Semicontinuous outcome regression models

resid_semiconti() is used for calculating the DPIT residuals for regression models with semicontinuous outcomes and constructing corresponding QQ-plots. Specifically, a Tobit regression and a Tweedie regression model are suitable models for resid_semiconti(). The suitable model objects are as follows:

We simulate y1 to follow Tweedie distribution depending on covariates x11 and x12.

## Tweedie model
library(assessor)
library(tweedie)
library(statmod)
n <- 500
x11 <- rnorm(n)
x12 <- rnorm(n)
beta0 <- 5
beta1 <- 1
beta2 <- 1
lambda1 <- exp(beta0 + beta1 * x11 + beta2 * x12)
y1 <- rtweedie(n, mu = lambda1, xi = 1.6, phi = 10)

In constructing model2, the intentional omission of the covariate x12 was aimed at facilitating a direct comparison with the true model, model1. As expected, the QQ plot in the right panel corresponding to model2 exhibits a substantial deviation from the diagonal line, attributing this deviation to the deliberate omission. Conversely, the left panel shows a closer alignment along the diagonal, implying a better fit when including both covariates, x11 and x12. This outcome strongly suggests that incorporating all covariates results in a more appropriate and improved model.

# True model
model1 <-
  glm(y1 ~ x11 + x12,
    family = tweedie(var.power = 1.6, link.power = 0)
  )

# missing covariate
model2 <-  glm(y1 ~ x11 ,
    family = tweedie(var.power = 1.6, link.power = 0)
  )

par(mfrow=c(1,2))
resid1 <- resid_semiconti(model1)
resid2 <- resid_semiconti(model2)

resid_semiconti() function supports calculating DPIT residuals for a Tobit regression from both VGAM::vglm and AER::tobit packages.
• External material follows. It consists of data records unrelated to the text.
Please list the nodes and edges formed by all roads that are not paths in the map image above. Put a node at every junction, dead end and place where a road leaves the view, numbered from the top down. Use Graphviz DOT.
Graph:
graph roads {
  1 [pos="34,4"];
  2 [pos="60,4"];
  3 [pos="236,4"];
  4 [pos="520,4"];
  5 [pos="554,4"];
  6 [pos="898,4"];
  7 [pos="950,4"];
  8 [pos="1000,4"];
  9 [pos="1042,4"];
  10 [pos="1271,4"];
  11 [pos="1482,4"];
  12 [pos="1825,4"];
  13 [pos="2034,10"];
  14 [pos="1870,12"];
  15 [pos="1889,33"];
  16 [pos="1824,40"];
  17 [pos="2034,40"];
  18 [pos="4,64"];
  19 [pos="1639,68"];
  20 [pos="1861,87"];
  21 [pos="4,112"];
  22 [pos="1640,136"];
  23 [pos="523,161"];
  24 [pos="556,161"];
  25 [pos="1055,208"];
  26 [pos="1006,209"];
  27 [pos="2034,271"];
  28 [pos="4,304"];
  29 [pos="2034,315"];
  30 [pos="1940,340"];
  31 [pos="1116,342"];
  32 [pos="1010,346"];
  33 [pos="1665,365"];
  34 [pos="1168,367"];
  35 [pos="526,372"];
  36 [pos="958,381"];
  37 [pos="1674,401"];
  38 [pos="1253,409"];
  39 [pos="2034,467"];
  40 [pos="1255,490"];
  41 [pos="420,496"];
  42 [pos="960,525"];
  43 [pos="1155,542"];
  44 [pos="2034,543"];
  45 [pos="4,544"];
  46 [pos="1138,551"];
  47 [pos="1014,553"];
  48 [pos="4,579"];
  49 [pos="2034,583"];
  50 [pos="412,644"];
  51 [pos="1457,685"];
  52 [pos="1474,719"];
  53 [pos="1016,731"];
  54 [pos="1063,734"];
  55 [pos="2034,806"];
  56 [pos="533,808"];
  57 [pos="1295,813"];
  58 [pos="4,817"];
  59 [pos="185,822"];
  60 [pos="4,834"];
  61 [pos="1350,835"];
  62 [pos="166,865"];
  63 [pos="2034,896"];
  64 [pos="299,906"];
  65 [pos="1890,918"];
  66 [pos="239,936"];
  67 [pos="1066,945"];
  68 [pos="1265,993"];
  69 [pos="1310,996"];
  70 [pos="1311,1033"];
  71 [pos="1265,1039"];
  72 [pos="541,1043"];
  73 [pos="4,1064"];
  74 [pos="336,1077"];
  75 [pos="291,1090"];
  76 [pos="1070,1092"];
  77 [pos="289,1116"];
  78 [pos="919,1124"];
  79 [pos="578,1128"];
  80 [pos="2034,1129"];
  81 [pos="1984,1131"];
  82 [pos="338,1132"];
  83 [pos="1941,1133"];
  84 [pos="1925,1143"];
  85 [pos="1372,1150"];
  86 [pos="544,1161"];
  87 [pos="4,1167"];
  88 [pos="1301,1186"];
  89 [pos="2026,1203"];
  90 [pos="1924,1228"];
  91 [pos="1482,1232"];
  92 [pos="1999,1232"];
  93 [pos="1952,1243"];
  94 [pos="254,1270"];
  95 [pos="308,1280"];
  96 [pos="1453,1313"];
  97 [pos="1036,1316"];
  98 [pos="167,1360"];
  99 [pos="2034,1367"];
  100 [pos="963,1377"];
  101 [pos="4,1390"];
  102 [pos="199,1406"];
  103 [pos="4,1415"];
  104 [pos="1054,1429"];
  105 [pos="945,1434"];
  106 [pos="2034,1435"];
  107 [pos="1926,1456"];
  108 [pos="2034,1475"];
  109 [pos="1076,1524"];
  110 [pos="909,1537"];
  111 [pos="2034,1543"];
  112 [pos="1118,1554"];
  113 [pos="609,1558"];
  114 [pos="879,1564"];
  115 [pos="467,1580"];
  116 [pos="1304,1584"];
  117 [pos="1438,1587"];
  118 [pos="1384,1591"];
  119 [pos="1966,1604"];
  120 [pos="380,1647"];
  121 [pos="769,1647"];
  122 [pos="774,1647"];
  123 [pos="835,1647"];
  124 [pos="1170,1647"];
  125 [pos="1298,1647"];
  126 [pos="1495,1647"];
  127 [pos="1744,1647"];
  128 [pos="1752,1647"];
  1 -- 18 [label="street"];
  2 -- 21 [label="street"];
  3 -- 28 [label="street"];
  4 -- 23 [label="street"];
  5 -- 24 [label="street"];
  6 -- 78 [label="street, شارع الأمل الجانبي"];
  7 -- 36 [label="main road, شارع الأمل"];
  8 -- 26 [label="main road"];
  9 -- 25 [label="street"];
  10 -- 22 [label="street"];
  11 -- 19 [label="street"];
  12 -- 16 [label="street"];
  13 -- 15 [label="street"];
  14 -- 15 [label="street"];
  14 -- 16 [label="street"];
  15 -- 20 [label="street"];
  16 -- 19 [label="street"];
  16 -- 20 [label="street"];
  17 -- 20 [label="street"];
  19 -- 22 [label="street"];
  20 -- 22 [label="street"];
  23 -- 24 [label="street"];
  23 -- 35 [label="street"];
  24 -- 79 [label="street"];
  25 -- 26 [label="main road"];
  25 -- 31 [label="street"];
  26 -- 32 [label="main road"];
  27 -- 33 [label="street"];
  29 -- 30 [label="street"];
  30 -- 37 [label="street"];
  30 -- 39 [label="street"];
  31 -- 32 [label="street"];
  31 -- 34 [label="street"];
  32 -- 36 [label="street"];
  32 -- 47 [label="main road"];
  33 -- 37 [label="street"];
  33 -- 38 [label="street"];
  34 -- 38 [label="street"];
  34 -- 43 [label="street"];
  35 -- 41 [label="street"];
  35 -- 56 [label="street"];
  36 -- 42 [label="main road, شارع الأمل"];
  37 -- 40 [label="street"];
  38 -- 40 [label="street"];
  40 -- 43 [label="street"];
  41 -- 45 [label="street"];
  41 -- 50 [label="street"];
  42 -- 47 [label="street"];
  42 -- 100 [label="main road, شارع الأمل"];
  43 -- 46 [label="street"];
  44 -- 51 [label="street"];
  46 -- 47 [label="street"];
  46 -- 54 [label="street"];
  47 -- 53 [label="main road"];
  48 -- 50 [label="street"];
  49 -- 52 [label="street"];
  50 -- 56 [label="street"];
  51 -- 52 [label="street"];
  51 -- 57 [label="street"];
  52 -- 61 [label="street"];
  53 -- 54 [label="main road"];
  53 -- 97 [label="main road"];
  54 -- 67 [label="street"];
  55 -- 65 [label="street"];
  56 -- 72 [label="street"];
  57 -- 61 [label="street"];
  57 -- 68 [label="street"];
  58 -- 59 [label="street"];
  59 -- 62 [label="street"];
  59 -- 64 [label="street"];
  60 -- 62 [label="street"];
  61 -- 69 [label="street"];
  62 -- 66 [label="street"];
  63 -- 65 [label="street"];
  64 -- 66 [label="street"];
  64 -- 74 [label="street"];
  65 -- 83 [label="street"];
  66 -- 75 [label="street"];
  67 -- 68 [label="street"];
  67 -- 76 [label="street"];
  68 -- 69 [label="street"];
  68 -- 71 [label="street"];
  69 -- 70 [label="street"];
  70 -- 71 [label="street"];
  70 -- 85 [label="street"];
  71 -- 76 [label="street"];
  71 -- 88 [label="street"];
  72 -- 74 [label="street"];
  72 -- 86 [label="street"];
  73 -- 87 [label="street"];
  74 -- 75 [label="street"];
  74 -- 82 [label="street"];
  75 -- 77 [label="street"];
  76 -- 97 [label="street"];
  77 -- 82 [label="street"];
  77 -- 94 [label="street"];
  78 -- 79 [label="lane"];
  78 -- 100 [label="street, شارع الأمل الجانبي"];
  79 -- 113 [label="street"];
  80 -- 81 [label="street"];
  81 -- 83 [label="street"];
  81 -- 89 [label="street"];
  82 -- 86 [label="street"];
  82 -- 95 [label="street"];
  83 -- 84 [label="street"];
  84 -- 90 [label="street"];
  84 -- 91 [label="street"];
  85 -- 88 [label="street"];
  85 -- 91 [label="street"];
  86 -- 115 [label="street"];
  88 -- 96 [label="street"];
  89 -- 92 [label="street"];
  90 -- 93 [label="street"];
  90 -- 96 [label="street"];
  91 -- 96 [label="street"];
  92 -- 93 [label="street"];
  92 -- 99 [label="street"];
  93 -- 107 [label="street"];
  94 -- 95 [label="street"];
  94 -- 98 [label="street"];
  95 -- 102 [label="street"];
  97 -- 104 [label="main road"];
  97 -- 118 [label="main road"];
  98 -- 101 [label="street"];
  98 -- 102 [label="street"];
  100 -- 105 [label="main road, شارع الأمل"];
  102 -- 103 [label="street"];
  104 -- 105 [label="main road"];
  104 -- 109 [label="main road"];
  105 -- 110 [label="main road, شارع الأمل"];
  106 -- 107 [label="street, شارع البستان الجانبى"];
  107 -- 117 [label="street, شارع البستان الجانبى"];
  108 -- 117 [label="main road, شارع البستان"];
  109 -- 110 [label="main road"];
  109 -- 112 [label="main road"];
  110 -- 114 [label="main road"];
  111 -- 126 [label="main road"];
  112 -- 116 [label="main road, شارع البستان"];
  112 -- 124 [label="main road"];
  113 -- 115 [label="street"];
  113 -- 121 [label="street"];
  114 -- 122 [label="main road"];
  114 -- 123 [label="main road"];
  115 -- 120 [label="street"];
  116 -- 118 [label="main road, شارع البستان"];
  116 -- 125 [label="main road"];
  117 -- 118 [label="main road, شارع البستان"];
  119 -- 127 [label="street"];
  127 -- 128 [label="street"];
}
In this example, we assume that the latent variable \(Y^*\) follows a normal distribution with a mean given by \[\mu=\beta_0+\beta_1X_1+\beta_2X_2, \] where \(X_1, X_2 \sim Unif (0, 1)\) independently, and \(\beta_0 = 1, \beta_1 = -3, \beta_2 = 3\). We observe \(Y=0\) if \(Y^*<0\). These variables will be employed as inputs for Tobit regression analyses provided by the VGAM and AER packages.

## Tobit regression model
library(VGAM)
beta13 <- 1
beta14 <- -3
beta15 <- 3

set.seed(123)
x11 <- runif(n)
x12 <- runif(n)
lambda1 <- beta13 + beta14 * x11 + beta15 * x12
sd0 <- 0.3
yun <- rnorm(n, mean = lambda1, sd = sd0)
y <- ifelse(yun >= 0, yun, 0)

The model fit1miss, corresponding to the right QQ plot, intentionally omits the covariate x12. This omission leads to a deviation from the diagonal line in the QQ plot, observed in the right panel. Thus, it can be interpreted as the model misspecification. In contrast, the left panel, corresponding to the model including all covariates, aligns closely along the diagonal line.

# Using VGAM package
# True model
fit1 <- vglm(formula = y ~ x11 + x12, tobit(Upper = Inf, Lower = 0, lmu = "identitylink"))
# Missing covariate
fit1miss <- vglm(formula = y ~ x11, tobit(Upper = Inf, Lower = 0, lmu = "identitylink"))

par(mfrow=c(1,2))
resid1 <- resid_semiconti(fit1, plot = TRUE)
resid2 <- resid_semiconti(fit1miss, plot = TRUE)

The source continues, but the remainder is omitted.